Is RaptorJIT an implementation of Lua? Or is RaptorJIT an implementation of a language based on Lua 5.1?

This is tricky. I can think of at least three different angles to think about this from and each one seems to suggest a different course of action :).

Lua is a good language and seems to improve with every release. So all other things being equal it seems desirable to track the evolution of new Lua releases. So one could argue that it makes sense to move to Lua 5.3 and continue from there.

Users want backwards compatibility. Language changes that break existing applications and require porting are a pain because they suck time away from users and can prevent people from adopting new releases at all. People want to be able to run Snabb, ljsyscall, LuaRadio, OpenResty, etc on RaptorJIT with the minimum of fuss. So one could argue that it makes sense to stick with the language we have now.

Quasi-compatibility can also be a drag on the whole community. If application developers are trying to keep their code portable between Lua, LuaJIT, and RaptorJIT, then this creates a bunch of extra work and inhibits them from using all the best new features. That also creates a disincentive to evolve the languages at all since doing so mostly causes problems. So one could argue that it makes sense to break compatibility with Lua and LuaJIT once and for all so that each language can follow its own path.

How to balance these forces?

Here is one idea for the evening:

  • Keep RaptorJIT comfortably backwards-compatible between releases.

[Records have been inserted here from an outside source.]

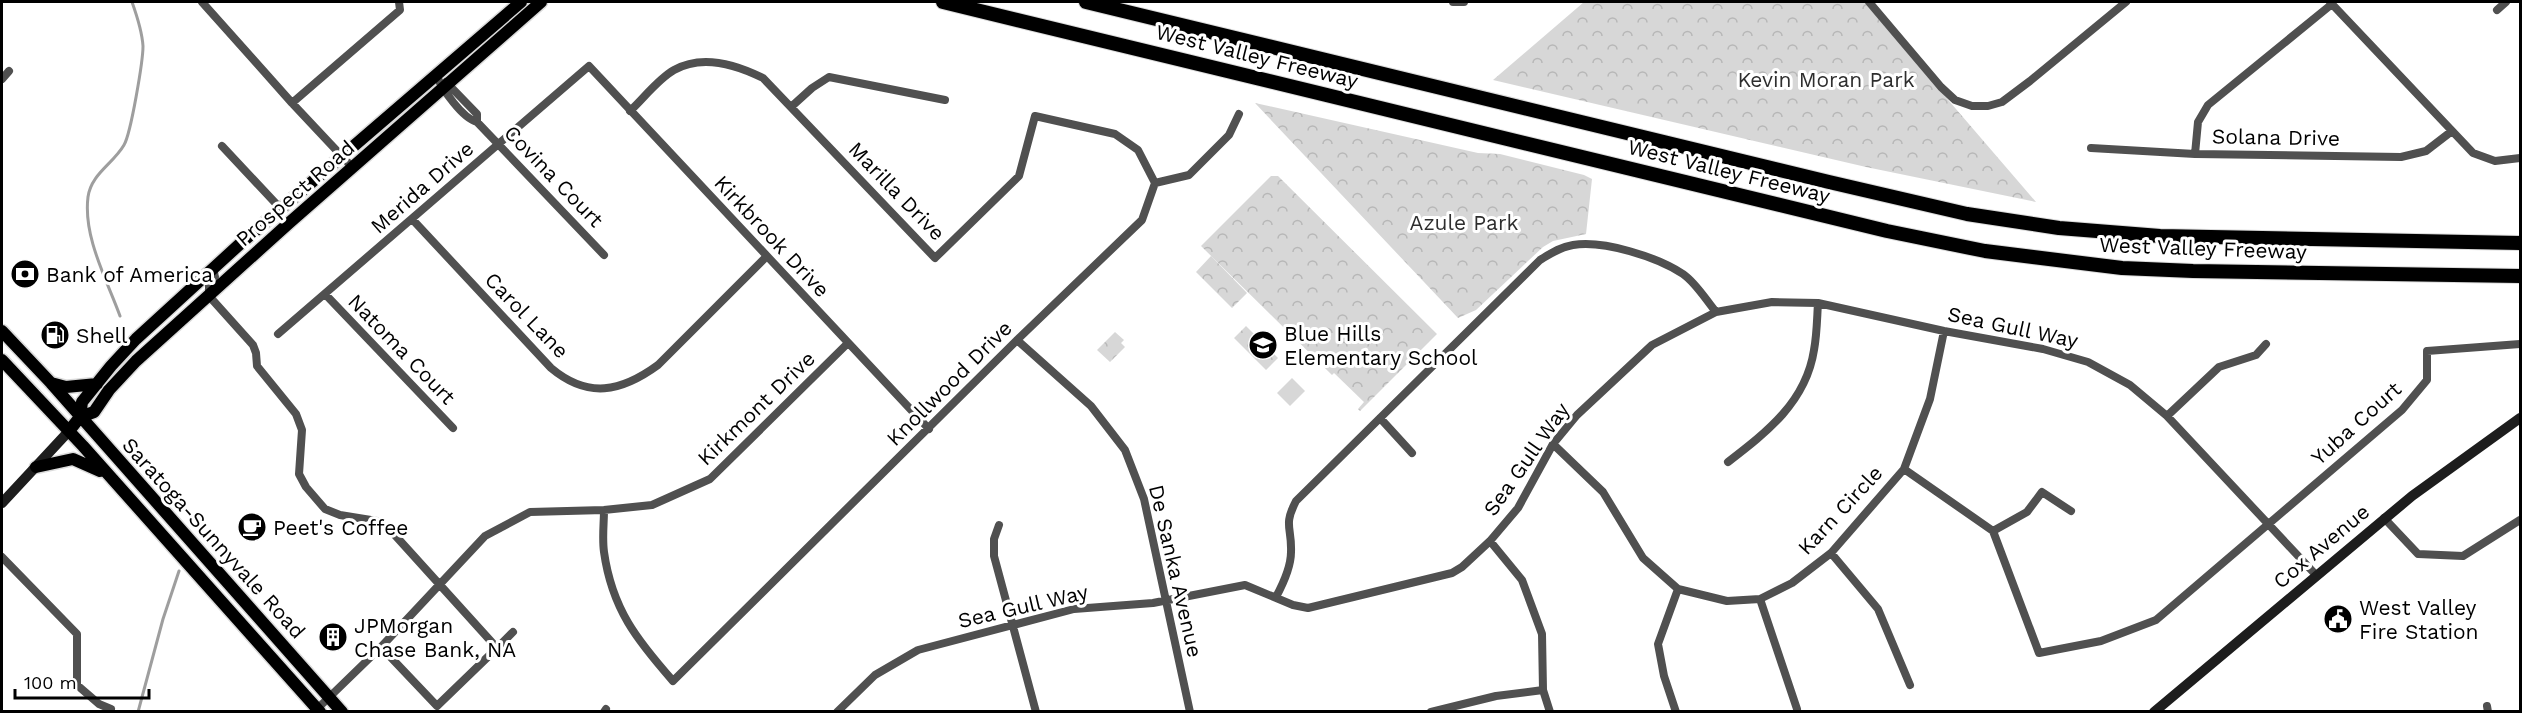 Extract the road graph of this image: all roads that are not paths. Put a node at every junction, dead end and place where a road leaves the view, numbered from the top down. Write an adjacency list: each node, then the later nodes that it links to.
1 (202, 2): 20 (street)
2 (399, 2): 20 (street)
3 (520, 2): 16 (main road, Prospect Road)
4 (541, 2): 18 (main road, Prospect Road)
5 (943, 2): 39 (highway, West Valley Freeway)
6 (1086, 2): 35 (highway, West Valley Freeway)
7 (1453, 2): 8 (street)
8 (1464, 2)
9 (1869, 2): 10 (street)
10 (2126, 2)
11 (2506, 2): 13 (street)
12 (2331, 3): 24 (street); 28 (street)
13 (2497, 10)
14 (589, 66): 22 (street, Kirkbrook Drive); 25 (street, Merida Drive)
15 (9, 71): 17 (street)
16 (436, 75): 18 (street, Covina Court); 29 (main road, Prospect Road)
17 (2, 79)
18 (446, 87): 25 (street, Covina Court); 31 (main road, Prospect Road)
19 (945, 100): 21 (street)
20 (292, 103): 29 (street)
21 (791, 107): 22 (street, Marilla Drive); 32 (street, Marilla Drive)
22 (630, 111): 37 (street, Kirkbrook Drive)
23 (1239, 114): 32 (street)
24 (2452, 131): 28 (street, Solana Drive); 30 (street)
25 (499, 145): 34 (street, Merida Drive); 36 (street, Covina Court)
26 (222, 146): 33 (street)
27 (2091, 148): 28 (street, Solana Drive)
28 (2194, 154)
29 (342, 157): 31 (street); 33 (main road, Prospect Road)
30 (2518, 159)
31 (353, 168): 41 (main road, Prospect Road)
32 (1155, 183): 47 (street, Knollwood Drive)
33 (281, 209): 38 (main road, Prospect Road)
34 (412, 219): 37 (street, Carol Lane); 40 (street, Merida Drive)
35 (2520, 243)
36 (604, 255)
37 (767, 256): 48 (street, Kirkbrook Drive)
38 (213, 269): 41 (street); 53 (main road, Prospect Road)
39 (2520, 276)
40 (325, 294): 46 (street, Merida Drive); 58 (street, Natoma Court)
41 (209, 296): 54 (main road, Prospect Road); 79 (street)
42 (1818, 303): 43 (street, Sea Gull Way); 45 (street, Sea Gull Way); 63 (street)
43 (1716, 312): 56 (street); 61 (street, Sea Gull Way)
44 (2, 331): 52 (main road, Saratoga-Sunnyvale Road)
45 (1944, 331): 55 (street, Sea Gull Way); 65 (street, Karn Circle)
46 (278, 334)
47 (1017, 340): 59 (street, Knollwood Drive); 83 (street, De Sanka Avenue)
48 (848, 343): 59 (street, Kirkbrook Drive); 68 (street, Kirkmont Drive)
49 (2266, 344): 55 (street)
50 (2520, 344): 72 (street, Yuba Court)
51 (2, 360): 60 (main road, Saratoga-Sunnyvale Road)
52 (51, 383): 53 (main road); 54 (main road, Saratoga-Sunnyvale Road)
53 (97, 384): 54 (main road, Prospect Road)
54 (80, 417): 60 (main road, Prospect Road); 90 (main road, Saratoga-Sunnyvale Road)
55 (2168, 417): 72 (street, Sea Gull Way)
56 (1380, 418): 62 (street); 81 (street)
57 (2520, 418): 70 (main road, Cox Avenue)
58 (453, 428)
59 (929, 429): 68 (street, Knollwood Drive)
60 (69, 431): 64 (main road, Prospect Road); 66 (main road, Saratoga-Sunnyvale Road)
61 (1553, 444): 75 (street, Sea Gull Way); 80 (street, Karn Circle)
62 (1412, 453)
63 (1728, 462)
64 (36, 467): 66 (main road); 67 (main road, Prospect Road)
65 (1904, 469): 74 (street); 76 (street, Karn Circle)
66 (107, 475): 93 (main road, Saratoga-Sunnyvale Road)
67 (2, 503)
68 (604, 510): 79 (street, Kirkmont Drive)
69 (2071, 511): 74 (street)
70 (2384, 518): 71 (street); 78 (main road, Cox Avenue)
71 (2520, 520)
72 (2268, 523): 74 (street); 78 (street, Sea Gull Way)
73 (999, 525): 84 (street)
74 (1993, 531)
75 (1490, 541): 81 (street, Sea Gull Way); 89 (street)
76 (1831, 553): 82 (street, Karn Circle); 88 (street)
77 (2, 557): 91 (street)
78 (2316, 575): 101 (main road, Cox Avenue)
79 (439, 584): 86 (street, Kirkmont Drive); 87 (street)
80 (1678, 589): 82 (street, Karn Circle); 100 (street)
81 (1276, 597): 83 (street, Sea Gull Way)
82 (1760, 599): 92 (street)
83 (1164, 602): 84 (street, Sea Gull Way); 97 (street, De Sanka Avenue)
84 (1012, 625): 95 (street, Sea Gull Way); 96 (street)
85 (513, 632): 87 (street)
86 (381, 647): 87 (street); 90 (street, Kirkmont Drive)
87 (497, 648)
88 (1910, 685)
89 (1542, 690): 98 (street); 99 (street)
90 (329, 697): 93 (street, Kirkmont Drive); 94 (main road, Saratoga-Sunnyvale Road)
91 (111, 709)
92 (1797, 710)
93 (318, 711)
94 (342, 711)
95 (837, 711)
96 (1036, 711)
97 (1190, 711)
98 (1431, 711)
99 (1550, 711)
100 (1676, 711)
101 (2154, 711)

This way users can easily adopt the latest version and maintainers are not stuck supporting ancient versions in perpetuity.
  • Adopt new features from Lua 5.3+ and other sources if they are sufficiently useful and can be added without breaking backwards-compatibility.
  • Declare that RaptorJIT is its own language and will evolve in its own direction independent of other projects. But since we care about backwards compatibility we should continue to be highly compatible with LuaJIT v2.1 and Lua 5.1.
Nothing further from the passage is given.